For our PyCUDA version of the same code we used in the preceding code, we choose a version that includes minimal C code:
import pycuda.autoinit
import pycuda.driver as cudadrv
import numpy
import pycuda.gpuarray as gpuarray
from pycuda.elementwise import ElementwiseKernel
# Here, we multiply the two values and update all the elements of the second array with the new product
# Note that we pass C syntax into the ElementwiseKernel
multiply = ElementwiseKernel (
"double *a_gpu, double *b_gpu",
"b_gpu[i] = a_gpu[i] * b_gpu[i]",
"multiply")
N = 500000000 # 500 Million Elements
a_gpu = gpuarray.to_gpu(numpy.zeros(N).astype(numpy.double))
b_gpu = gpuarray.to_gpu(numpy.zeros(N).astype(numpy.double))
The following code snippet assigns values to all the elements of the two arrays, calculates and stores their product using the multiply function, and then prints the results and time taken:
a_gpu.fill(23.0)
b_gpu.fill(12.0)
begin = cudadrv.Event()
end = cudadrv.Event()
# Time the GPU function
begin.record()
multiply(a_gpu, b_gpu)
end.record()
end.synchronize()
gpu_multiply_time = begin.time_till(end)
random = numpy.random.randint(0,N)
# Randomly choose index from second array to confirm changes to second array
print("New value of second array element with random index", random, "is", b_gpu[random])
# Report GPU Function time
print("GPU function took %f milliseconds." % gpu_multiply_time)
The GPU function now computes the same operation in 62.38826 milliseconds:
First, we import autoinit from PyCUDA, which automatically performs all the steps necessary to get CUDA ready to submit the NVIDIA GPU compute kernels.
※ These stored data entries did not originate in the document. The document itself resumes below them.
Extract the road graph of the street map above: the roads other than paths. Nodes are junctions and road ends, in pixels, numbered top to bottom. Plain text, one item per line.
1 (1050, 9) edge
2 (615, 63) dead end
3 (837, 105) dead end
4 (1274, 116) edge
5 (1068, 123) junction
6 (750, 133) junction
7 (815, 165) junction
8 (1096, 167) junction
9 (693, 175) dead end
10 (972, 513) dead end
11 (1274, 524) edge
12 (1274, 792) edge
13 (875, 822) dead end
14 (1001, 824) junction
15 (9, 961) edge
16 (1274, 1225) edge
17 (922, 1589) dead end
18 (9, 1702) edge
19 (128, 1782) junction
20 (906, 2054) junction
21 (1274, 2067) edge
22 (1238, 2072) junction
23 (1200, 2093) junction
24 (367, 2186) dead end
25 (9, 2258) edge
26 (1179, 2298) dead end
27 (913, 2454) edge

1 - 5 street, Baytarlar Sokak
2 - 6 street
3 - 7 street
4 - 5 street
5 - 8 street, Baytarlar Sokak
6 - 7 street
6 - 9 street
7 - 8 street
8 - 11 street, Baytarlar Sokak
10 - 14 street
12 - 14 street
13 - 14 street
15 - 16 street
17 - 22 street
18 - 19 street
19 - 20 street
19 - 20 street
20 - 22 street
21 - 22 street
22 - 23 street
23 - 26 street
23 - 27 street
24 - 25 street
The driver module is imported from PyCUDA to calculate the GPU computation time. PyCUDA's own gpuarray module is imported to initialize the arrays with the GPU. As per the official PyCUDA documentation, evaluating involved expressions on GPUArray instances can be somewhat inefficient, because a new temporary variable is created for each intermediate result. So, we import the elementwise module from PyCUDA, which contains tools to help generate kernels to evaluate multi-stage expressions on one or several operands in a single pass.
To understand this a bit better, let's remove the elementwise kernel and try a similar operation but with the gpuarray module:
import pycuda.autoinit
import pycuda.gpuarray as gpuarray
import numpy as np
import pycuda.driver as cudrv
N = 500000000
begin = cudrv.Event()
end = cudrv.Event()
begin.record()
a_gpu = gpuarray.to_gpu(np.zeros(N).astype(np.double))
a_gpu.fill(23.0)
b_gpu=a_gpu*12.0
end.record()
end.synchronize()
pycuda_gpu_time = begin.time_till(end)
random = np.random.randint(0,N)
We now check our new multiplication product value by randomly choosing an index and also reporting the computation time:
print("Choosing second array element with index", random, "at random:", b_gpu[random])
print("\nGPU took %f milliseconds." % pycuda_gpu_time)
The result gets computed in around 2.5 seconds on the GPU:
Even though this code appears to be just like a conventional Python program, it took more than two seconds to complete. So, now we know the significance of using the elementwise kernel.
Now let's come back to addressing the core concept of computing: how can this approach be utilized to solve a computational problem? Let's choose a problem scenario, say in the field of biostatistics, which relates to the statistical study of biological data. Suppose we want to correlate one series of such biological big data with another. With PyCUDA and other GPU-accelerated Python modules, we can compute values to understand the relationship between two biological data arrays by using a statistical formula. After we illustrate our first PyCUDA program, we'll further explore this approach later in this chapter through a real-world example.